Focus: Wahlfälschungen – wenn dann nur durch die AfD!

Verbreitet skurrile Ansichten: Der FOCUS (Foto: Collage)

Wenn es nicht so widerlich wäre, man könnte sich totlachen, aber das würde den politischen Gegner auch nur stärken: Der „Focus“, der in bestimmten Kreisen auch als „Toilettenpapier der Kanzlerin“ gehandelt wird, steht beim AfD-Bashing bekanntlich an vorderster Front. In einem neuen Beitrag über „Fake News und Wahlfälschungen“ aber überschlagen sich die Anti-Journalisten sogar noch. Und darum geht’s den Schreiberlingen:

Offiziell endet für die Parteien der Wahlkampf am Samstagabend vor der Wahl. Doch im Internet wird er auch am Sonntag noch weiter betrieben.

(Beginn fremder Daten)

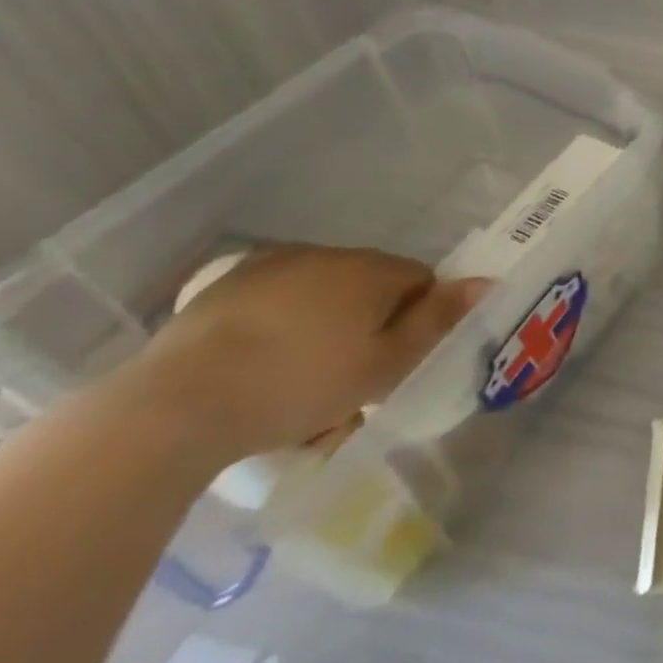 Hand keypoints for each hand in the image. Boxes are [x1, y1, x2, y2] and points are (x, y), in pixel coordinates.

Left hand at [111, 245, 487, 467]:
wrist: (174, 407)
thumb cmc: (299, 385)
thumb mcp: (385, 365)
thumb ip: (438, 320)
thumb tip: (488, 281)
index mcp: (373, 270)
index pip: (421, 281)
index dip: (417, 320)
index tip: (394, 361)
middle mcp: (329, 255)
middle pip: (371, 287)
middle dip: (368, 325)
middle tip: (350, 381)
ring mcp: (271, 267)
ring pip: (321, 295)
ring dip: (323, 327)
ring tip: (298, 384)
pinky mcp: (222, 290)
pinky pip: (273, 303)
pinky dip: (277, 328)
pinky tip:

Gerade am Wahltag ist die Gefahr groß, dass der Wähler kurzfristig beeinflusst wird – durch Fake-News oder gefälschte Umfragen. Was erwartet Sie am Wahlsonntag und wie können Sie sich schützen?

Um diese Fragen beantworten zu können, haben die Redakteure anscheinend einen Experten direkt aus der Mülltonne des Kanzleramtes gezogen:

„Es gibt eine ernstzunehmende Sorge in der Bevölkerung, dass Fake-News in irgendeiner Weise Auswirkungen auf die Wahl haben könnten“, sagt Ralf Hohlfeld, Leiter des Lehrstuhls Kommunikation an der Universität Passau. Im Gespräch mit FOCUS Online macht Hohlfeld drei Szenarien aus, die noch am Sonntag die Wahlentscheidungen der Menschen beeinflussen könnten.

Zum Thema Fake News:

„Denkbar ist beispielsweise, dass die kürzlich erschienene Studie zur Kriminalitätsrate von Migranten abgewandelt wird – von AfD-Politikern selbst oder von Sympathisanten der Partei“

Verfrühte Prognosen:

„Der AfD ist zuzutrauen, dass sie sich das zu eigen macht und am Wahltag verfrühte Prognosen veröffentlicht, um Wähler zu mobilisieren, noch ihre Stimme abzugeben“, sagt der Wissenschaftler. Ziel sei es, ein angeblich katastrophales Ergebnis zu verhindern.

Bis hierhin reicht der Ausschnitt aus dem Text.